* [Input]:
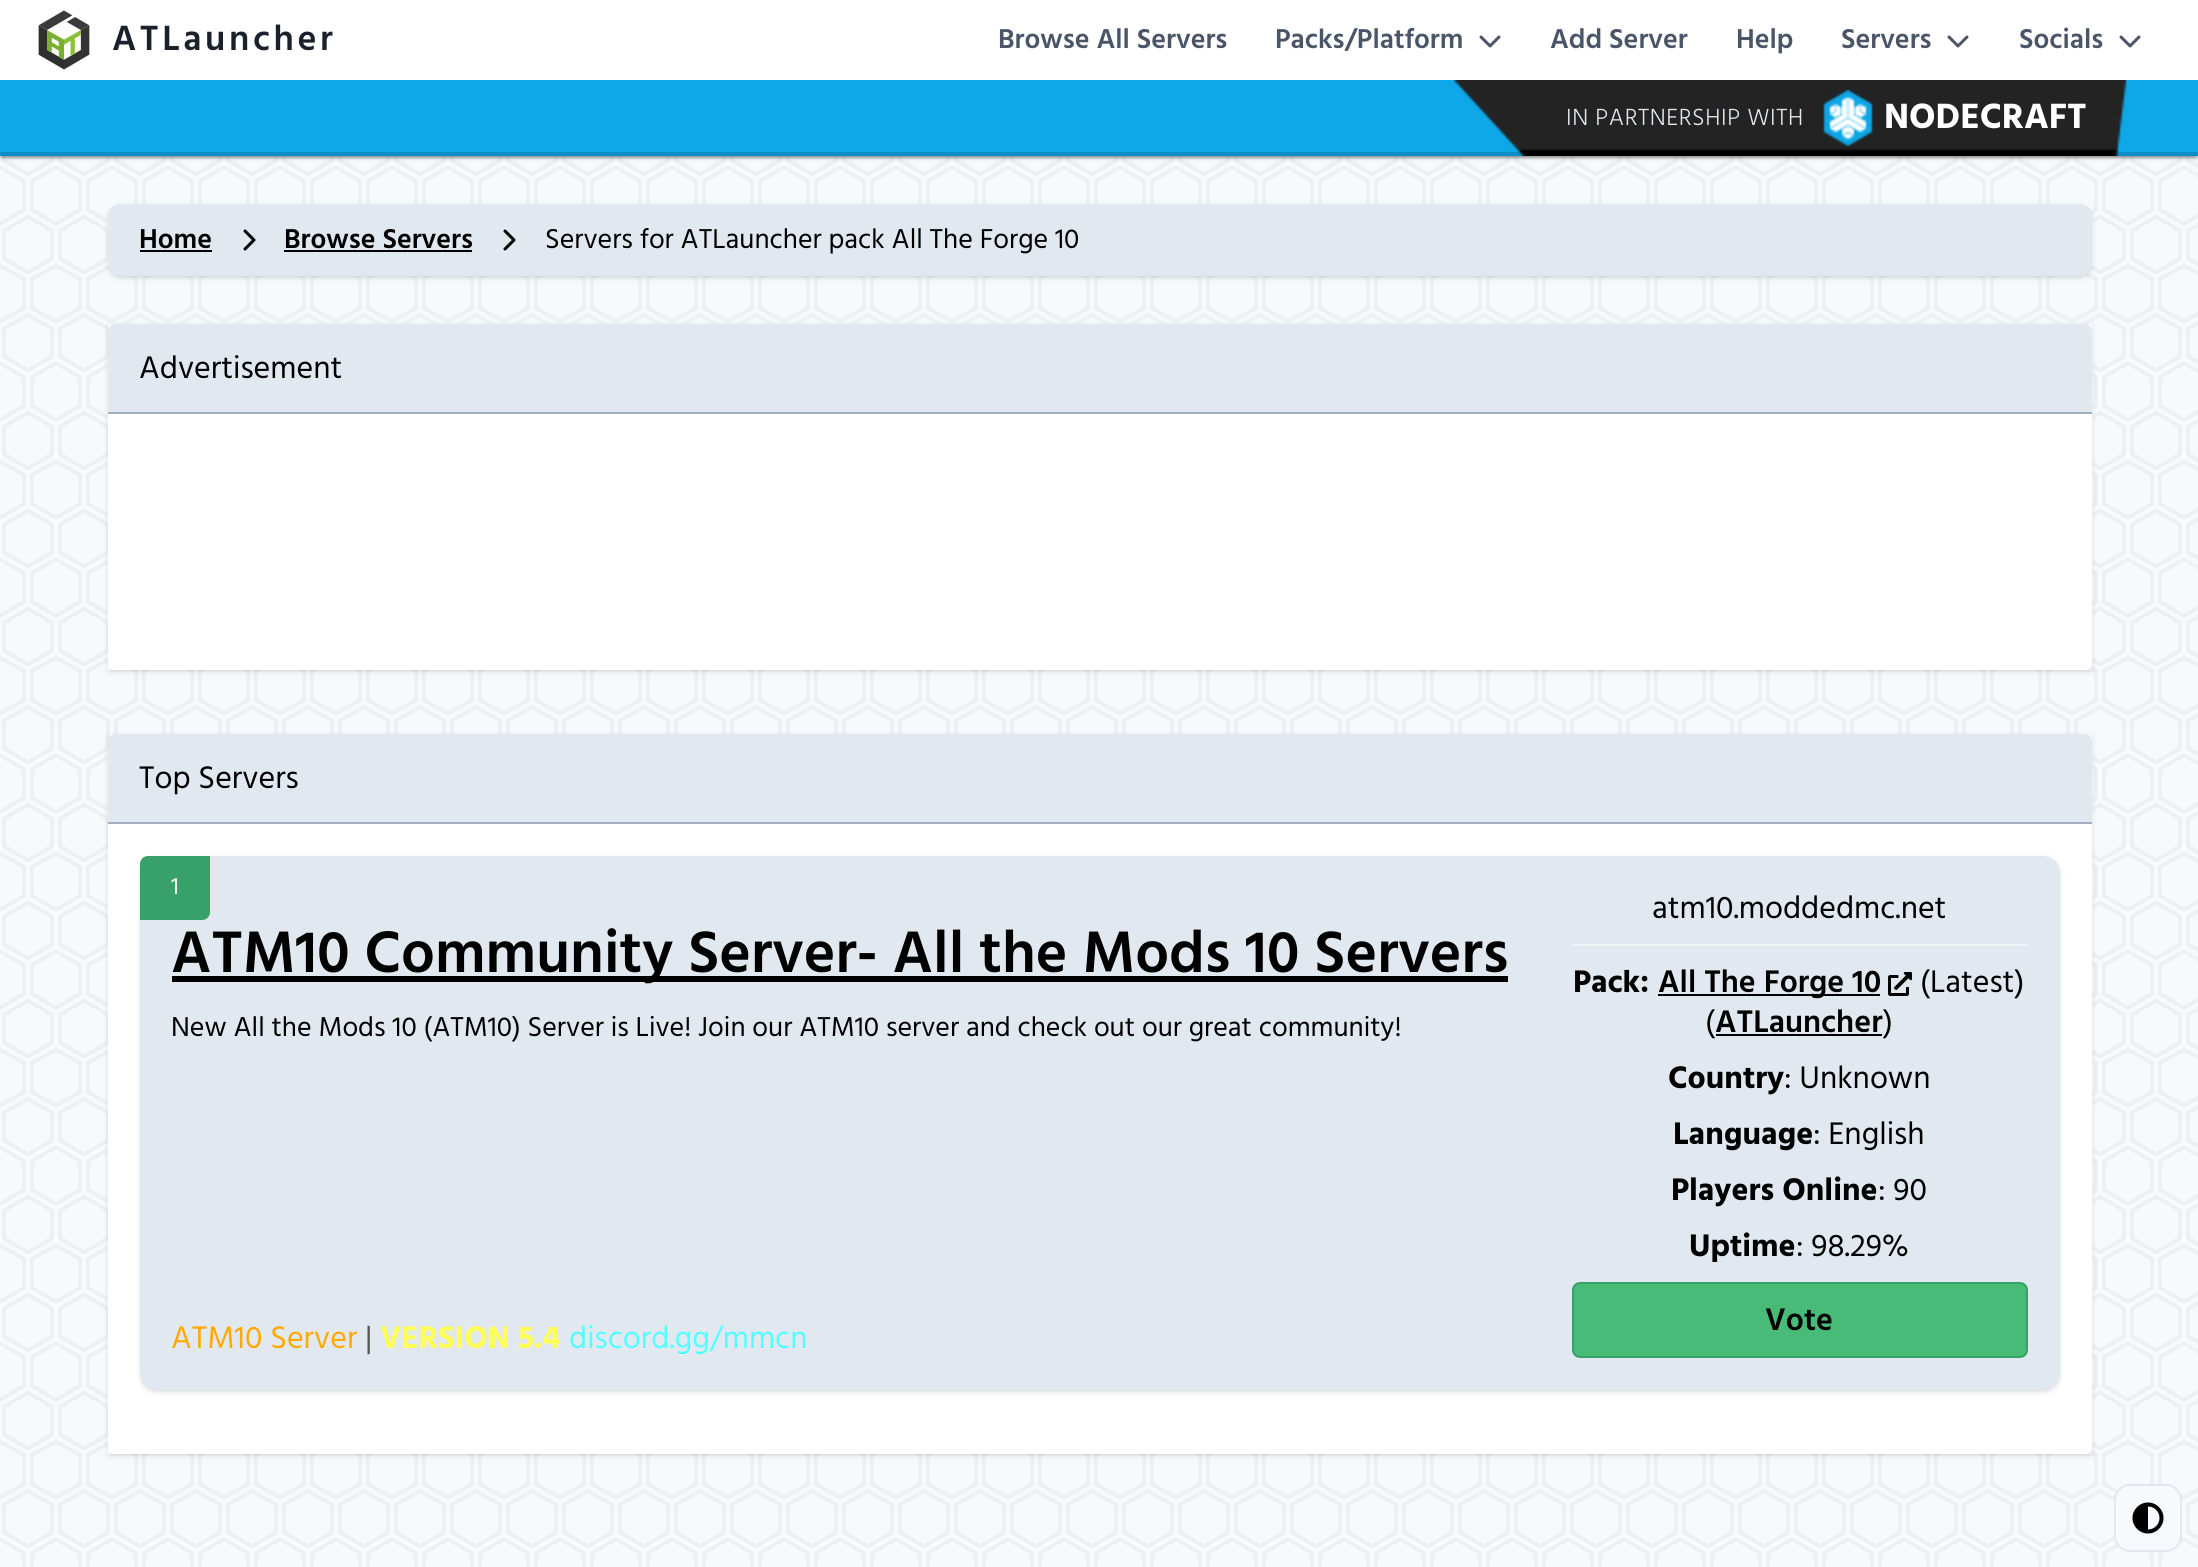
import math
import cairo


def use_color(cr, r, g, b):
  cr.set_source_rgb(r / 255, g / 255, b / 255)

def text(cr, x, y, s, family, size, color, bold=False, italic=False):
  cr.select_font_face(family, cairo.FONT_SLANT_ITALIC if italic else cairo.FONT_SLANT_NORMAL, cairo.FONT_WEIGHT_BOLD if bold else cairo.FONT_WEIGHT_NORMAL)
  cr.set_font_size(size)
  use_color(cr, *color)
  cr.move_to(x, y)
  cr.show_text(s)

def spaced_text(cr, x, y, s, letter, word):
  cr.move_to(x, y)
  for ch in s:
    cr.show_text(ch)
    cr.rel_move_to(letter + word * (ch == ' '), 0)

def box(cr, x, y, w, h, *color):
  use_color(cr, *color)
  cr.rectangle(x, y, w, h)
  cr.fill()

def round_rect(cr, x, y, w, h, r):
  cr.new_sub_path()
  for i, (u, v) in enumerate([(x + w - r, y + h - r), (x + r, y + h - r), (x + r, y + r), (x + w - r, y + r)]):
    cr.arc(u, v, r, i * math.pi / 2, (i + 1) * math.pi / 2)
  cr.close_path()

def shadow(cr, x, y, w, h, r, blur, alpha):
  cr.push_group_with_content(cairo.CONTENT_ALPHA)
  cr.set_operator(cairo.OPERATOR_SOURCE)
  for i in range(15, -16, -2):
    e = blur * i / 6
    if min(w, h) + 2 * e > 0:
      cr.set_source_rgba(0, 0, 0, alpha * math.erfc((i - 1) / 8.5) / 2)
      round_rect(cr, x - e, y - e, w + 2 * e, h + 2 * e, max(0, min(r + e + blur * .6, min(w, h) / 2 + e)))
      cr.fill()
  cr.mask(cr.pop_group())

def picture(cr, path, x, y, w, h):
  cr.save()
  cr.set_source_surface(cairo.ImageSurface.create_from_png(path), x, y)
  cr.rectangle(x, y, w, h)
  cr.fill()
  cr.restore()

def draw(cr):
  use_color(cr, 247, 250, 252)
  cr.paint()
  picture(cr, "img_01.png", 0, 156, 2198, 1411)
  use_color(cr, 0, 0, 0)
  shadow(cr, 0, 2, 2198, 156, 0, 3, 0.12)
  shadow(cr, 0, 2, 2198, 156, 0, 1, 0.14)
  shadow(cr, 2, 6, 2194, 152, 0, 1, 0.2)
  box(cr, 0, 0, 2198, 80, 255, 255, 255)
  picture(cr, "img_02.png", 38, 10, 52, 60)
  picture(cr, "img_03.png", 1479, 35, 22, 13)
  picture(cr, "img_03.png", 1947, 35, 22, 13)
  picture(cr, "img_03.png", 2119, 35, 22, 13)
  box(cr, 0, 80, 2198, 72, 14, 167, 231)
  box(cr, 0, 152, 2198, 4, 12, 141, 198)
  picture(cr, "img_04.png", 1454, 80, 673, 76)
  picture(cr, "img_05.png", 1823, 90, 50, 56)
  use_color(cr, 0, 0, 0)
  shadow(cr, 110, 208, 1980, 68, 10, 2, 0.1)
  shadow(cr, 108, 206, 1984, 72, 12, 3, 0.1)
  use_color(cr, 226, 232, 240)
  round_rect(cr, 108, 204, 1984, 72, 12)
  cr.fill()
  box(cr, 140, 250, 72, 2, 0, 0, 0)
  picture(cr, "img_06.png", 243, 229, 13, 22)
  box(cr, 284, 250, 188, 2, 0, 0, 0)
  picture(cr, "img_06.png", 503, 229, 13, 22)
  cr.save()
  cr.rectangle(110, 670, 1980, 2)
  cr.clip()
  use_color(cr, 0, 0, 0)
  shadow(cr, 110, 328, 1980, 342, 0, 2, 0.1)
  cr.restore()
  cr.save()
  cr.set_fill_rule(cairo.FILL_RULE_EVEN_ODD)
  cr.new_path()
  cr.move_to(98, 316)
  cr.line_to(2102, 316)
  cr.line_to(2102, 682)
  cr.line_to(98, 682)
  cr.close_path()
  cr.move_to(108, 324)
  cr.line_to(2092, 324)
  cr.line_to(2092, 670)
  cr.line_to(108, 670)
  cr.close_path()
  cr.clip()
  use_color(cr, 0, 0, 0)
  shadow(cr, 108, 326, 1984, 346, 0, 3, 0.1)
  cr.restore()
  use_color(cr, 226, 232, 240)
  cr.new_path()
  cr.move_to(116, 324)
  cr.line_to(2084, 324)
  cr.curve_to(2088.5, 324, 2092, 327.5, 2092, 332)
  cr.line_to(2092, 412)
  cr.line_to(108, 412)
  cr.line_to(108, 332)
  cr.curve_to(108, 327.5, 111.5, 324, 116, 324)
  cr.close_path()
  cr.fill()
  box(cr, 108, 412, 1984, 2, 160, 174, 192)
  use_color(cr, 255, 255, 255)
  cr.new_path()
  cr.move_to(108, 414)
  cr.line_to(2092, 414)
  cr.line_to(2092, 662)
  cr.curve_to(2092, 666.5, 2088.5, 670, 2084, 670)
  cr.line_to(116, 670)
  cr.curve_to(111.5, 670, 108, 666.5, 108, 662)
  cr.close_path()
  cr.fill()
  cr.save()
  cr.rectangle(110, 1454, 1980, 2)
  cr.clip()
  use_color(cr, 0, 0, 0)
  shadow(cr, 110, 738, 1980, 716, 0, 2, 0.1)
  cr.restore()
  cr.save()
  cr.set_fill_rule(cairo.FILL_RULE_EVEN_ODD)
  cr.new_path()
  cr.move_to(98, 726)
  cr.line_to(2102, 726)
  cr.line_to(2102, 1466)
  cr.line_to(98, 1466)
  cr.close_path()
  cr.move_to(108, 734)
  cr.line_to(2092, 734)
  cr.line_to(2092, 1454)
  cr.line_to(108, 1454)
  cr.close_path()
  cr.clip()
  use_color(cr, 0, 0, 0)
  shadow(cr, 108, 736, 1984, 720, 0, 3, 0.1)
  cr.restore()
  use_color(cr, 226, 232, 240)
  cr.new_path()
  cr.move_to(116, 734)
  cr.line_to(2084, 734)
  cr.curve_to(2088.5, 734, 2092, 737.5, 2092, 742)
  cr.line_to(2092, 822)
  cr.line_to(108, 822)
  cr.line_to(108, 742)
  cr.curve_to(108, 737.5, 111.5, 734, 116, 734)
  cr.close_path()
  cr.fill()
  box(cr, 108, 822, 1984, 2, 160, 174, 192)
  use_color(cr, 255, 255, 255)
  cr.new_path()
  cr.move_to(108, 824)
  cr.line_to(2092, 824)
  cr.line_to(2092, 1446)
  cr.curve_to(2092, 1450.5, 2088.5, 1454, 2084, 1454)
  cr.line_to(116, 1454)
  cr.curve_to(111.5, 1454, 108, 1450.5, 108, 1446)
  cr.close_path()
  cr.fill()
  use_color(cr, 0, 0, 0)
  shadow(cr, 142, 860, 1916, 530, 14, 2, 0.1)
  shadow(cr, 140, 858, 1920, 534, 16, 3, 0.1)
  use_color(cr, 226, 232, 240)
  round_rect(cr, 140, 856, 1920, 534, 16)
  cr.fill()
  use_color(cr, 56, 161, 105)
  cr.new_path()
  cr.move_to(148, 856)
  cr.line_to(210, 856)
  cr.line_to(210, 912)
  cr.curve_to(210, 916.5, 206.5, 920, 202, 920)
  cr.line_to(140, 920)
  cr.line_to(140, 864)
  cr.curve_to(140, 859.5, 143.5, 856, 148, 856)
  cr.close_path()
  cr.fill()
  box(cr, 172, 976, 1336, 6, 0, 0, 0)
  box(cr, 1572, 944, 456, 2, 237, 242, 247)
  box(cr, 1658, 994, 222, 2, 0, 0, 0)
  picture(cr, "img_07.png", 1888, 972, 24, 24)
  box(cr, 1716, 1034, 166, 2, 0, 0, 0)
  use_color(cr, 72, 187, 120)
  round_rect(cr, 1573, 1283, 454, 74, 7)
  cr.fill_preserve()
  use_color(cr, 56, 161, 105)
  cr.stroke()
  use_color(cr, 247, 250, 252)
  round_rect(cr, 2115, 1485, 66, 66, 15)
  cr.fill_preserve()
  use_color(cr, 226, 232, 240)
  cr.stroke()
  picture(cr, "img_08.png", 2132, 1502, 32, 32)
  cr.select_font_face("Hind Madurai SemiBold")
  cr.set_font_size(36)
  use_color(cr, 26, 32, 44)
  spaced_text(cr, 112, 50, "ATLauncher", 3.6, 0)
  text(cr, 998, 48, "Browse All Servers", "Hind Madurai SemiBold", 28, (74, 85, 104))
  text(cr, 1275, 48, "Packs/Platform", "Hind Madurai SemiBold", 28, (74, 85, 104))
  text(cr, 1550, 48, "Add Server", "Hind Madurai SemiBold", 28, (74, 85, 104))
  text(cr, 1736, 48, "Help", "Hind Madurai SemiBold", 28, (74, 85, 104))
  text(cr, 1841, 48, "Servers", "Hind Madurai SemiBold", 28, (74, 85, 104))
  text(cr, 2019, 48, "Socials", "Hind Madurai SemiBold", 28, (74, 85, 104))
  cr.select_font_face("Hind Madurai Light")
  cr.set_font_size(24)
  use_color(cr, 226, 232, 240)
  spaced_text(cr, 1566, 125, "IN PARTNERSHIP WITH", 0.6, 0)
  text(cr, 1884, 128, "NODECRAFT", "Hind Madurai", 36, (255, 255, 255), bold=True)
  text(cr, 139, 248, "Home", "Hind Madurai SemiBold", 28, (0, 0, 0))
  text(cr, 284, 248, "Browse Servers", "Hind Madurai SemiBold", 28, (0, 0, 0))
  text(cr, 545, 248, "Servers for ATLauncher pack All The Forge 10", "Hind Madurai", 28, (0, 0, 0))
  text(cr, 139, 378, "Advertisement", "Hind Madurai", 32, (0, 0, 0))
  text(cr, 139, 788, "Top Servers", "Hind Madurai", 32, (0, 0, 0))
  text(cr, 171, 894, "1", "Hind Madurai", 24, (255, 255, 255))
  text(cr, 171, 972, "ATM10 Community Server- All the Mods 10 Servers", "Hind Madurai SemiBold", 60, (0, 0, 0))
  text(cr, 171, 1036, "New All the Mods 10 (ATM10) Server is Live! Join our ATM10 server and check out our great community!", "Hind Madurai", 28, (0, 0, 0))
  text(cr, 171, 1348, "ATM10 Server", "Hind Madurai", 32, (255, 170, 0))
  text(cr, 365, 1348, "|", "Hind Madurai", 32, (85, 85, 85))
  text(cr, 380, 1348, "VERSION 5.4", "Hind Madurai", 32, (255, 255, 85), bold=True)
  text(cr, 569, 1348, "discord.gg/mmcn", "Hind Madurai", 32, (85, 255, 255))
  text(cr, 1652, 918, "atm10.moddedmc.net", "Hind Madurai", 32, (0, 0, 0))
  text(cr, 1573, 992, "Pack:", "Hind Madurai", 32, (0, 0, 0), bold=True)
  text(cr, 1658, 992, "All The Forge 10", "Hind Madurai SemiBold", 32, (0, 0, 0))
  text(cr, 1920, 992, "(Latest)", "Hind Madurai", 32, (0, 0, 0))
  text(cr, 1705, 1032, "(", "Hind Madurai", 32, (0, 0, 0))
  text(cr, 1715, 1032, "ATLauncher", "Hind Madurai SemiBold", 32, (0, 0, 0))
  text(cr, 1883, 1032, ")", "Hind Madurai", 32, (0, 0, 0))
  text(cr, 1668, 1088, "Country", "Hind Madurai", 32, (0, 0, 0), bold=True)
  text(cr, 1784, 1088, ": Unknown", "Hind Madurai", 32, (0, 0, 0))
  text(cr, 1673, 1144, "Language", "Hind Madurai", 32, (0, 0, 0), bold=True)
  text(cr, 1813, 1144, ": English", "Hind Madurai", 32, (0, 0, 0))
  text(cr, 1671, 1200, "Players Online", "Hind Madurai", 32, (0, 0, 0), bold=True)
  text(cr, 1878, 1200, ": 90", "Hind Madurai", 32, (0, 0, 0))
  text(cr, 1689, 1256, "Uptime", "Hind Madurai", 32, (0, 0, 0), bold=True)
  text(cr, 1796, 1256, ": 98.29%", "Hind Madurai", 32, (0, 0, 0))
  text(cr, 1765, 1330, "Vote", "Hind Madurai SemiBold", 32, (0, 0, 0))


surface = cairo.ImageSurface(cairo.FORMAT_RGB24, 2198, 1567)
cr = cairo.Context(surface)
options = cairo.FontOptions()
options.set_hint_metrics(cairo.HINT_METRICS_OFF)
options.set_hint_style(cairo.HINT_STYLE_NONE)
cr.set_font_options(options)
cr.set_miter_limit(4)
draw(cr)
surface.write_to_png("out.png")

* [Directions for this task]:
Copy each line above holding "word".

* [Written answer]:
def spaced_text(cr, x, y, s, letter, word):
    cr.rel_move_to(letter + word * (ch == ' '), 0)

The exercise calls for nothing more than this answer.